• Action item: Produce word for word the lines of the data below running from the one that has "g.translate(x, y);" to the one that has "[2218,20,2242,20,2242,44,2218,44]", inclusive, and no others.

··· Data shown ···

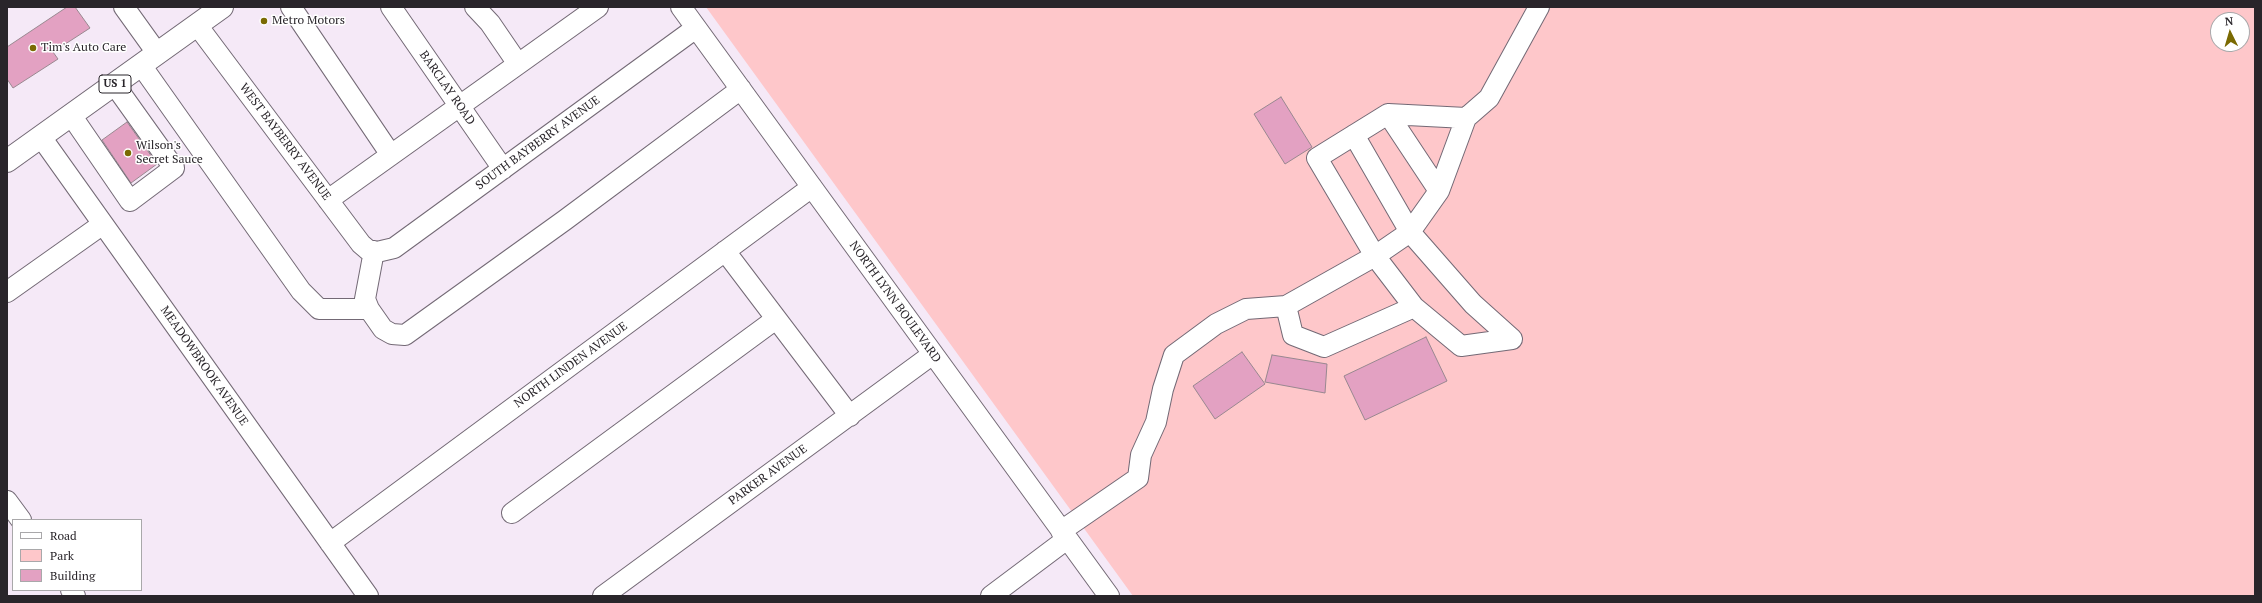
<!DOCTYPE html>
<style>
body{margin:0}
#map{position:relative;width:2262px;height:603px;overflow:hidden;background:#f5e9f7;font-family:"PT Serif",serif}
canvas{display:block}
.frame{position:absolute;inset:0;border:8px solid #29252a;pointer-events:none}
.legend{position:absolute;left:12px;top:519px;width:130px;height:72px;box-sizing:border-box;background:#fff;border:1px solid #a9a8aa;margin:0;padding:5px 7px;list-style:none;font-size:12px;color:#29252a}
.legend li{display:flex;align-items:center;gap:8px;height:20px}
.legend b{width:20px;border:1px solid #a9a8aa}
.north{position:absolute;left:2210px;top:12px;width:40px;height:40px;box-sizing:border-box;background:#fff;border:1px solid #a9a8aa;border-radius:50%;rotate:355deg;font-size:11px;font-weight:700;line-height:16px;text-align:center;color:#29252a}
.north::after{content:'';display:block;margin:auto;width:14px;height:18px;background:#7a6a02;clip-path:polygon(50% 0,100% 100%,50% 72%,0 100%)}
</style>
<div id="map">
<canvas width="2262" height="603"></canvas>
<div class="frame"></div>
<ul class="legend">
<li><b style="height:5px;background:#fff"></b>Road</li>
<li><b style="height:11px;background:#fec7ca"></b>Park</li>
<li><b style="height:11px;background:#e3a1c2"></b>Building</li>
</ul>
<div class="north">N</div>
</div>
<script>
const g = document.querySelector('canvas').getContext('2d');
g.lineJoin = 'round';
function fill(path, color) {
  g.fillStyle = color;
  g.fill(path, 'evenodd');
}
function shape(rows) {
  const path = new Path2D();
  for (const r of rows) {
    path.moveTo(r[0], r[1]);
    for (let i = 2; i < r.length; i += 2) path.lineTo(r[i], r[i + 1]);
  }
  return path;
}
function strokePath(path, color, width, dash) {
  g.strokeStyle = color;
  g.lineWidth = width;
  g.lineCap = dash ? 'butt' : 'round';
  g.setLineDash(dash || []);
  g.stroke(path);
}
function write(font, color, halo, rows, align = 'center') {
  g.font = font + ' "PT Serif",serif';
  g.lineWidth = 3;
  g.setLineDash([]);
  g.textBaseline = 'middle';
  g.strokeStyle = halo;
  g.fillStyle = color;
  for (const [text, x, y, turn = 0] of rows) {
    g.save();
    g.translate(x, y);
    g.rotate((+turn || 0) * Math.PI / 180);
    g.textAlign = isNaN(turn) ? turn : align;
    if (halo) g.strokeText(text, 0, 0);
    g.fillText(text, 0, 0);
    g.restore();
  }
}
const green = shape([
 [706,7,2255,7,2255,596,1133,596],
 [2218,20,2242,20,2242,44,2218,44]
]);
const building = shape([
 [67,7,75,7,90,28,53,52,58,59,13,88,7,79,7,47,67,7],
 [1281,97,1312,147,1285,164,1254,114,1281,97],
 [127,122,157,164,131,183,102,140,127,122],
 [1426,337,1447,381,1365,420,1344,376,1426,337],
 [1242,352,1265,384,1215,419,1193,386,1242,352],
 [1272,355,1327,364,1325,393,1265,382,1272,355]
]);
const minor = shape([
 [124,7,157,53],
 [291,7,391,155],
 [391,7,503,169],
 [475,7,490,23,518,64],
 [681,7,1109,596],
 [197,25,361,244,368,250,377,252,394,248,696,28],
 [141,65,301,291,319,309,369,309],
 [1388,114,1466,118,1439,191],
 [71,115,130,201,174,168,114,84],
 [1466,118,1489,98,1539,7],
 [41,137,368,596],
 [328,200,598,7],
 [374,251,365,299,369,309,383,329,392,334,405,335,565,220,741,89],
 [725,251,850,416],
 [7,292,103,224],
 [1286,306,1293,335,1324,347,1414,307],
 [7,501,21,520],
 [512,513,776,319],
 [1061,531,1138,478,1141,455,1156,422,1163,389,1174,355,1216,324,1246,309,1286,306,1375,256,1410,232,1439,191,1388,114,1317,158,1375,256,1414,307,1461,346,1512,339,1473,304,1410,232,1354,135],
 [330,543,812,187],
 [71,590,75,596],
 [603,596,933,354],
 [991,596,1067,539]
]);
const highway = shape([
 [7,161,222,7]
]);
const markers = [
 [264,21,4,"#7a6a02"],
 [33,48,4,"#7a6a02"],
 [128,153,4,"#7a6a02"]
];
const shields = [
 [115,84,32]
];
const shieldNames = [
 ["US 1",115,84]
];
const poiNames = [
 ["Metro Motors",272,21],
 ["Tim's Auto Care",41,48],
 ["Wilson's",136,146],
 ["Secret Sauce",136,160]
];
const streetNames = [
 ["BARCLAY ROAD",447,88,55],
 ["WEST BAYBERRY AVENUE",285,142,53],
 ["SOUTH BAYBERRY AVENUE",538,143,-36],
 ["NORTH LYNN BOULEVARD",895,302,54],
 ["NORTH LINDEN AVENUE",571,365,-36],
 ["MEADOWBROOK AVENUE",204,366,55],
 ["PARKER AVENUE",768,475,-36]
];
fill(green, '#fec7ca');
fill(building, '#e3a1c2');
strokePath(building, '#998890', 1);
strokePath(minor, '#736975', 22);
strokePath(highway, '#736975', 24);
strokePath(minor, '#fff', 20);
strokePath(highway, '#fff', 22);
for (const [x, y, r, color] of markers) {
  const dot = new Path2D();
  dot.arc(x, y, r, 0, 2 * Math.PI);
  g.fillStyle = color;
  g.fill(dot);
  strokePath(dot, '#fff', 1.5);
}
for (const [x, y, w] of shields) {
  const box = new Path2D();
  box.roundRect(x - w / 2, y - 9, w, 18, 3);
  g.fillStyle = '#fff';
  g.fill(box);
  strokePath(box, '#29252a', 1);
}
write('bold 11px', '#29252a', null, shieldNames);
write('12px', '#29252a', '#fff', poiNames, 'left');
write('12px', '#29252a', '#fff', streetNames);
</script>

···

• Result of the task:
    g.translate(x, y);
    g.rotate((+turn || 0) * Math.PI / 180);
    g.textAlign = isNaN(turn) ? turn : align;
    if (halo) g.strokeText(text, 0, 0);
    g.fillText(text, 0, 0);
    g.restore();
  }
}
const green = shape([
 [706,7,2255,7,2255,596,1133,596],
 [2218,20,2242,20,2242,44,2218,44]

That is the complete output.